▶ **TRY IT**
Wherever "street" appears in a line of the records below, count that line, and report only the number.

▶ **INFORMATION SHOWN**
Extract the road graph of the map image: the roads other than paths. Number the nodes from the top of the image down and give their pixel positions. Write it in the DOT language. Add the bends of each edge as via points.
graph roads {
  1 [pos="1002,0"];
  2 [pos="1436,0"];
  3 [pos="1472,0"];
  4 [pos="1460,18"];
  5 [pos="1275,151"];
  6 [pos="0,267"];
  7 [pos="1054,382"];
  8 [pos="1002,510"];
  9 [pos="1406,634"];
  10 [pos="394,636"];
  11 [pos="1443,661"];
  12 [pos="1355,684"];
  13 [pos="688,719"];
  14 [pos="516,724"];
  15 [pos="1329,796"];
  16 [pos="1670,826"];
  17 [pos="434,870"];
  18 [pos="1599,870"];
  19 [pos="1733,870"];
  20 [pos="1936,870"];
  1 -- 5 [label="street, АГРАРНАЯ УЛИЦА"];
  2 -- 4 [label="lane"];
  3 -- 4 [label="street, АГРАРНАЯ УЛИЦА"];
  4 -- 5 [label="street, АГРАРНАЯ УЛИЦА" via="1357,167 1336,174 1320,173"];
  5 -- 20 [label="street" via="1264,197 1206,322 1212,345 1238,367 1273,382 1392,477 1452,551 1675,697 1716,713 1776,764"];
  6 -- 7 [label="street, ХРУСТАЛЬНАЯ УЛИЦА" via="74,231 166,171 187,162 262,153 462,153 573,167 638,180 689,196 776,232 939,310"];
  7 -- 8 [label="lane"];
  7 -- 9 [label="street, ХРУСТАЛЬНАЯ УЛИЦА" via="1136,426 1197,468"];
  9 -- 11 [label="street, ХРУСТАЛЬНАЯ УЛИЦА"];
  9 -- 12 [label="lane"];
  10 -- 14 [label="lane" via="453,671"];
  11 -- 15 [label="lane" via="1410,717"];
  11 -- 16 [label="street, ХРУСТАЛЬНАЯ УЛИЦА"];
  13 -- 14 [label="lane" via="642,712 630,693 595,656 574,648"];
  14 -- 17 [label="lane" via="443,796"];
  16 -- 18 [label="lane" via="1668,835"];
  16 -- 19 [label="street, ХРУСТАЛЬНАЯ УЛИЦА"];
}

▶ **THE ANSWER**
9